Empathy

All About Empathy

Empathy is the experience of understanding another person's thoughts, feelings, and condition from their point of view, rather than from your own. You can imagine yourself in their place in order to understand what they are feeling or experiencing. Empathy facilitates prosocial (helping) behaviors that come from within, rather than being forced, so that we behave in a more compassionate manner. Although there may be a genetic basis to empathy, research suggests it is possible to boost your capacity for empathic understanding.

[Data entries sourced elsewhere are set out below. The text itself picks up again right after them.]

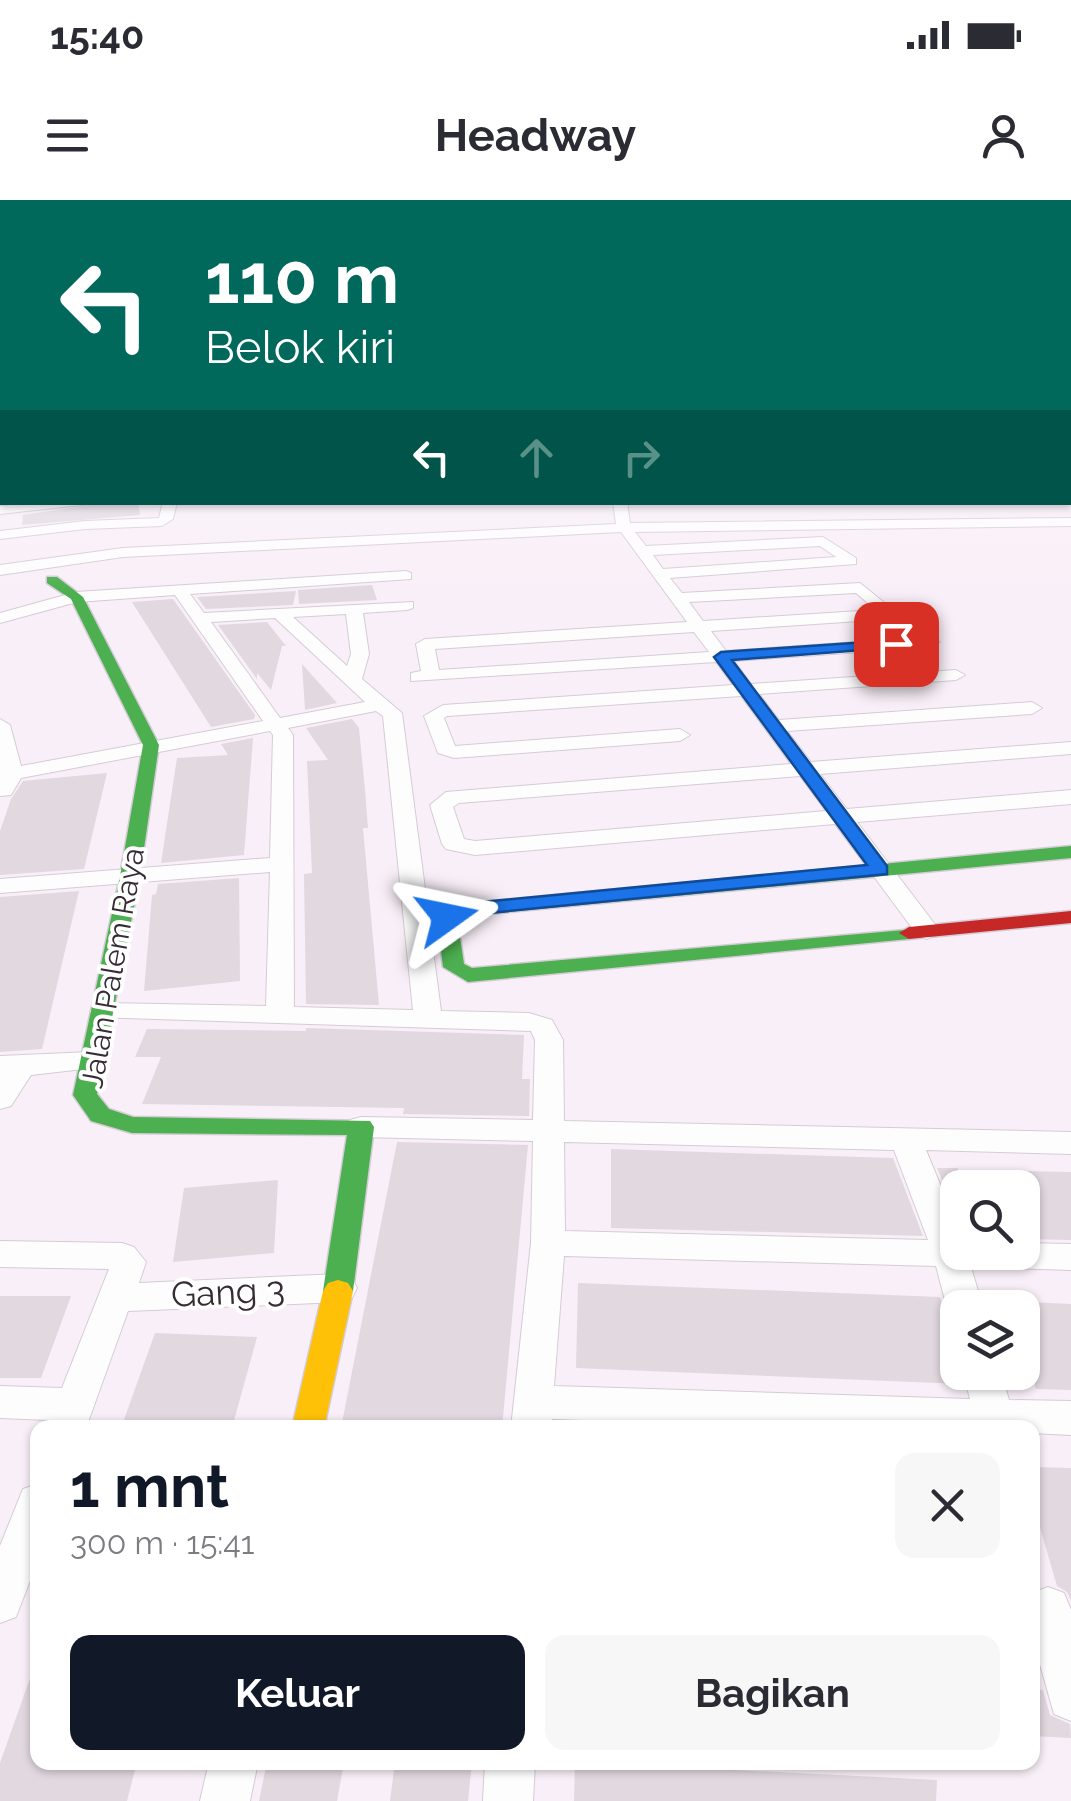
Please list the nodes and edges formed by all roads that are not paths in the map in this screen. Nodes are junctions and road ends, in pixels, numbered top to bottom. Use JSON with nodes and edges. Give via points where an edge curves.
{"nodes":[{"id":1,"x":51,"y":505,"type":"edge"},
{"id":2,"x":85,"y":505,"type":"edge"},
{"id":3,"x":169,"y":505,"type":"edge"},
{"id":4,"x":620,"y":505,"type":"edge"},
{"id":5,"x":17,"y":506,"type":"edge"},
{"id":6,"x":0,"y":510,"type":"edge"},
{"id":7,"x":1071,"y":522,"type":"edge"},
{"id":8,"x":85,"y":525,"type":"junction"},
{"id":9,"x":624,"y":527,"type":"junction"},
{"id":10,"x":8,"y":533,"type":"edge"},
{"id":11,"x":642,"y":551,"type":"junction"},
{"id":12,"x":110,"y":555,"type":"junction"},
{"id":13,"x":660,"y":574,"type":"junction"},
{"id":14,"x":406,"y":576,"type":"dead end"},
{"id":15,"x":4,"y":578,"type":"edge"},
{"id":16,"x":52,"y":580,"type":"junction"},
{"id":17,"x":179,"y":590,"type":"junction"},
{"id":18,"x":76,"y":597,"type":"junction"},
{"id":19,"x":678,"y":598,"type":"junction"},
{"id":20,"x":407,"y":606,"type":"dead end"},
{"id":21,"x":354,"y":609,"type":"junction"},
{"id":22,"x":279,"y":613,"type":"junction"},
{"id":23,"x":0,"y":618,"type":"edge"},
{"id":24,"x":199,"y":618,"type":"junction"},
{"id":25,"x":698,"y":626,"type":"junction"},
{"id":26,"x":931,"y":642,"type":"dead end"},
{"id":27,"x":721,"y":657,"type":"junction"},
{"id":28,"x":956,"y":676,"type":"dead end"},
{"id":29,"x":353,"y":678,"type":"junction"},
{"id":30,"x":746,"y":689,"type":"junction"},
{"id":31,"x":656,"y":696,"type":"junction"},
{"id":32,"x":379,"y":705,"type":"junction"},
{"id":33,"x":1032,"y":708,"type":"dead end"},
{"id":34,"x":277,"y":725,"type":"junction"},
{"id":35,"x":774,"y":726,"type":"junction"},
{"id":36,"x":0,"y":728,"type":"edge"},
{"id":37,"x":680,"y":736,"type":"junction"},
{"id":38,"x":152,"y":745,"type":"junction"},
{"id":39,"x":1071,"y":748,"type":"edge"},
{"id":40,"x":806,"y":770,"type":"junction"},
{"id":41,"x":6,"y":775,"type":"edge"},
{"id":42,"x":705,"y":778,"type":"junction"},
{"id":43,"x":0,"y":796,"type":"edge"},
{"id":44,"x":1071,"y":797,"type":"edge"},
{"id":45,"x":841,"y":817,"type":"junction"},
{"id":46,"x":1071,"y":852,"type":"edge"},
{"id":47,"x":281,"y":864,"type":"junction"},
{"id":48,"x":880,"y":870,"type":"junction"},
{"id":49,"x":130,"y":876,"type":"junction"},
{"id":50,"x":0,"y":886,"type":"edge"},
{"id":51,"x":1071,"y":917,"type":"edge"},
{"id":52,"x":927,"y":932,"type":"junction"},
{"id":53,"x":104,"y":1011,"type":"junction"},
{"id":54,"x":280,"y":1016,"type":"junction"},
{"id":55,"x":428,"y":1019,"type":"junction"},
{"id":56,"x":91,"y":1062,"type":"junction"},
{"id":57,"x":11,"y":1065,"type":"edge"},
{"id":58,"x":0,"y":1098,"type":"edge"},
{"id":59,"x":361,"y":1127,"type":"junction"},
{"id":60,"x":547,"y":1132,"type":"junction"},
{"id":61,"x":906,"y":1139,"type":"junction"},
{"id":62,"x":1071,"y":1143,"type":"edge"},
{"id":63,"x":940,"y":1227,"type":"edge"},
{"id":64,"x":548,"y":1244,"type":"junction"},
{"id":65,"x":940,"y":1253,"type":"edge"},
{"id":66,"x":0,"y":1254,"type":"edge"},
{"id":67,"x":1040,"y":1256,"type":"edge"},
{"id":68,"x":1071,"y":1257,"type":"edge"},
{"id":69,"x":339,"y":1288,"type":"junction"},
{"id":70,"x":117,"y":1298,"type":"junction"},
{"id":71,"x":987,"y":1390,"type":"edge"},
{"id":72,"x":0,"y":1402,"type":"edge"},
{"id":73,"x":532,"y":1415,"type":"edge"},
{"id":74,"x":70,"y":1416,"type":"edge"},
{"id":75,"x":994,"y":1416,"type":"junction"},
{"id":76,"x":1071,"y":1418,"type":"edge"},
{"id":77,"x":310,"y":1420,"type":"edge"},
{"id":78,"x":30,"y":1523,"type":"edge"},
{"id":79,"x":0,"y":1602,"type":"edge"},
{"id":80,"x":1050,"y":1608,"type":"edge"},
{"id":81,"x":1071,"y":1696,"type":"edge"},
{"id":82,"x":232,"y":1770,"type":"edge"},
{"id":83,"x":510,"y":1770,"type":"edge"},
{"id":84,"x":225,"y":1801,"type":"edge"},
{"id":85,"x":508,"y":1801,"type":"edge"}],
"edges":[{"from":1,"to":5,"type":"street"},
{"from":2,"to":8,"type":"street"},
{"from":3,"to":8,"type":"street","via":[[162,522]]},
{"from":4,"to":9,"type":"street"},
{"from":5,"to":6,"type":"street"},
{"from":5,"to":10,"type":"street"},
{"from":7,"to":9,"type":"street"},
{"from":8,"to":10,"type":"street"},
{"from":9,"to":11,"type":"street"},
{"from":9,"to":12,"type":"street"},
{"from":11,"to":13,"type":"street"},
{"from":11,"to":13,"type":"street","via":[[822,541],[851,561]]},
{"from":12,"to":15,"type":"street"},
{"from":12,"to":16,"type":"street"},
{"from":13,"to":19,"type":"street"},
{"from":14,"to":17,"type":"street"},
{"from":15,"to":16,"type":"street"},
{"from":16,"to":18,"type":"street"},
{"from":17,"to":18,"type":"street"},
{"from":17,"to":24,"type":"street"},
{"from":18,"to":23,"type":"street"},
{"from":18,"to":38,"type":"street"},
{"from":19,"to":25,"type":"street"},
{"from":19,"to":25,"type":"street","via":[[860,588],[890,612]]},
{"from":20,"to":21,"type":"street"},
{"from":21,"to":22,"type":"street"},
{"from":21,"to":29,"type":"street","via":[[360,654]]},
{"from":22,"to":24,"type":"street"},
{"from":22,"to":29,"type":"street"},
{"from":24,"to":34,"type":"street"},
{"from":25,"to":27,"type":"street"},
{"from":25,"to":27,"type":"street","via":[[425,644],[424,677]]},
{"from":26,"to":27,"type":"street"},
{"from":27,"to":30,"type":"street"},
{"from":28,"to":30,"type":"street"},
{"from":29,"to":32,"type":"street"},
{"from":30,"to":31,"type":"street"},
{"from":30,"to":35,"type":"street"},
{"from":31,"to":37,"type":"street"},
{"from":31,"to":37,"type":"street","via":[[434,716],[445,749],[454,752]]},
{"from":32,"to":34,"type":"street"},
{"from":32,"to":55,"type":"street","via":[[392,713]]},
{"from":33,"to":35,"type":"street"},
{"from":34,"to":38,"type":"street"},
{"from":34,"to":47,"type":"street","via":[[285,756]]},
{"from":35,"to":40,"type":"street"},
{"from":36,"to":41,"type":"street"},
{"from":37,"to":42,"type":"street"},
{"from":38,"to":41,"type":"street"},
{"from":38,"to":49,"type":"street","name":"Jalan Palem Raya"},
{"from":39,"to":40,"type":"street"},
{"from":40,"to":42,"type":"street"},
{"from":40,"to":45,"type":"street"},
{"from":41,"to":43,"type":"street"},
{"from":42,"to":45,"type":"street","via":[[453,790],[442,805],[454,844],[461,847]]},
{"from":44,"to":45,"type":"street"},
{"from":45,"to":48,"type":"street"},
{"from":46,"to":48,"type":"street"},
{"from":47,"to":49,"type":"street"},
{"from":47,"to":54,"type":"street"},
{"from":48,"to":52,"type":"street"},
{"from":48,"to":52,"type":"street","via":[[450,911],[454,967],[483,974]]},
{"from":49,"to":50,"type":"street"},
{"from":49,"to":53,"type":"street","name":"Jalan Palem Raya"},
{"from":51,"to":52,"type":"street"},
{"from":53,"to":54,"type":"street"},
{"from":53,"to":56,"type":"street","name":"Jalan Palem Raya"},
{"from":54,"to":55,"type":"street"},
{"from":55,"to":60,"type":"street","via":[[542,1026],[549,1040]]},
{"from":56,"to":57,"type":"street"},
{"from":56,"to":59,"type":"street","name":"Jalan Palem Raya","via":[[85,1095],[113,1122]]},
{"from":57,"to":58,"type":"street"},
{"from":59,"to":60,"type":"street"},
{"from":59,"to":69,"type":"street"},
{"from":60,"to":61,"type":"street"},
{"from":60,"to":64,"type":"street"},
{"from":61,"to":62,"type":"street"},
{"from":61,"to":63,"type":"street"},
{"from":64,"to":65,"type":"street"},
{"from":64,"to":73,"type":"street"},
{"from":66,"to":70,"type":"street","via":[[122,1256],[129,1270]]},
{"from":67,"to":68,"type":"street"},
{"from":69,"to":70,"type":"street","name":"Gang 3"},
{"from":69,"to":77,"type":"street"},
{"from":70,"to":74,"type":"street"},
{"from":71,"to":75,"type":"street"},
{"from":72,"to":74,"type":"street"},
{"from":73,"to":75,"type":"street"},
{"from":75,"to":76,"type":"street"},
{"from":78,"to":79,"type":"street"},
{"from":80,"to":81,"type":"street"},
{"from":82,"to":84,"type":"street"},
{"from":83,"to":85,"type":"street"}]}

As a society, it may seem at times that we are becoming more individualistic and self-centered, but neurological research confirms that humans and other social animals, especially primates, are equipped with "mirror neurons," which give us the capacity to display, read and mimic emotional signals through facial expressions and other forms of body language. Mirror neurons help us share emotional experiences and become more empathic toward others. 

Can You Be Too Empathic?

Unlike sympathy, which simply means feeling sadness or pity for someone who is undergoing some type of hardship, empathy promotes selfless compassion and action on behalf of another person or group of people. While this sounds like a positive, highly ethical and well-principled practice, some people believe having too much empathy can be detrimental to one's own well-being and even to the world at large. Too much empathy interferes with rational decision-making, causing us to lead with our hearts rather than by our heads, losing the broader picture or long-term consequences of overly empathic behavior.